_About this exercise:_ In full and exactly, please return the records, but keep out the pictures.

_Exercise data:_
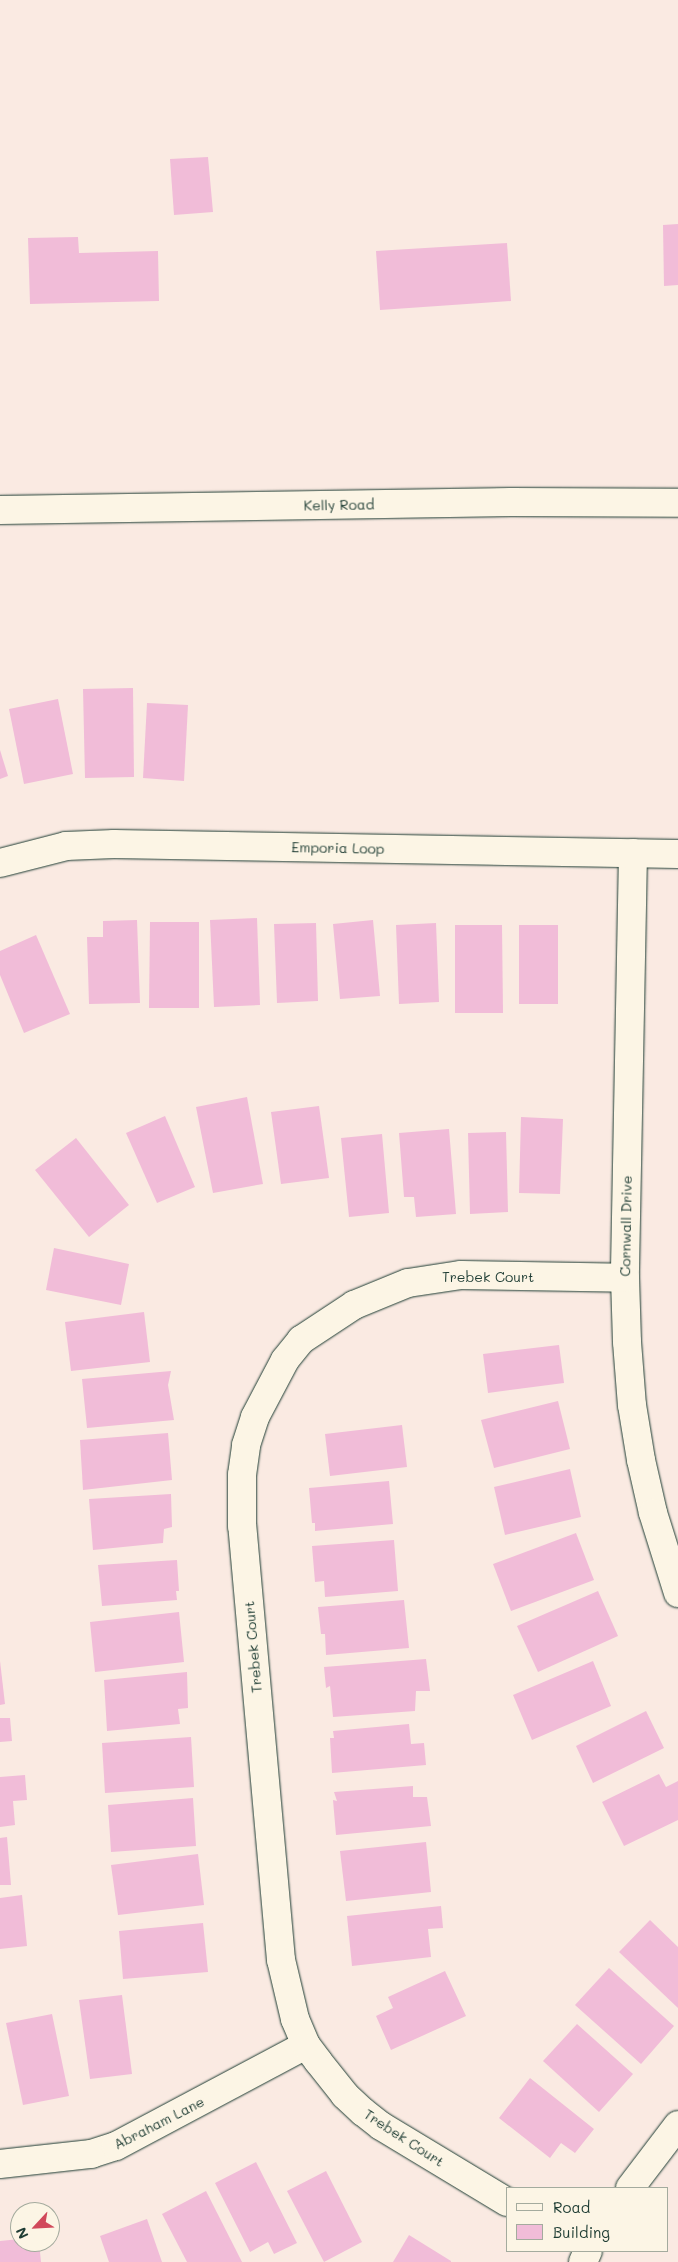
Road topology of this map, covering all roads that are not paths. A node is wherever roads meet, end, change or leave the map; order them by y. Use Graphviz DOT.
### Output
graph roads {
  1 [pos="678,503"];
  2 [pos="0,510"];
  3 [pos="633,853"];
  4 [pos="678,854"];
  5 [pos="0,863"];
  6 [pos="625,1278"];
  7 [pos="678,1593"];
  8 [pos="306,2044"];
  9 [pos="678,2125"];
  10 [pos="0,2164"];
  11 [pos="631,2187"];
  12 [pos="506,2201"];
  1 -- 2 [label="street, Kelly Road"];
  3 -- 4 [label="street, Emporia Loop"];
  3 -- 5 [label="street, Emporia Loop"];
  3 -- 6 [label="street, Cornwall Drive"];
  6 -- 7 [label="street, Cornwall Drive"];
  6 -- 8 [label="street, Trebek Court"];
  8 -- 10 [label="street, Abraham Lane"];
  8 -- 12 [label="street, Trebek Court"];
  9 -- 11 [label="street"];
}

_Answer to this problem:_
Road topology of this map, covering all roads that are not paths. A node is wherever roads meet, end, change or leave the map; order them by y. Use Graphviz DOT.
### Output
graph roads {
  1 [pos="678,503"];
  2 [pos="0,510"];
  3 [pos="633,853"];
  4 [pos="678,854"];
  5 [pos="0,863"];
  6 [pos="625,1278"];
  7 [pos="678,1593"];
  8 [pos="306,2044"];
  9 [pos="678,2125"];
  10 [pos="0,2164"];
  11 [pos="631,2187"];
  12 [pos="506,2201"];
  1 -- 2 [label="street, Kelly Road"];
  3 -- 4 [label="street, Emporia Loop"];
  3 -- 5 [label="street, Emporia Loop"];
  3 -- 6 [label="street, Cornwall Drive"];
  6 -- 7 [label="street, Cornwall Drive"];
  6 -- 8 [label="street, Trebek Court"];
  8 -- 10 [label="street, Abraham Lane"];
  8 -- 12 [label="street, Trebek Court"];
  9 -- 11 [label="street"];
}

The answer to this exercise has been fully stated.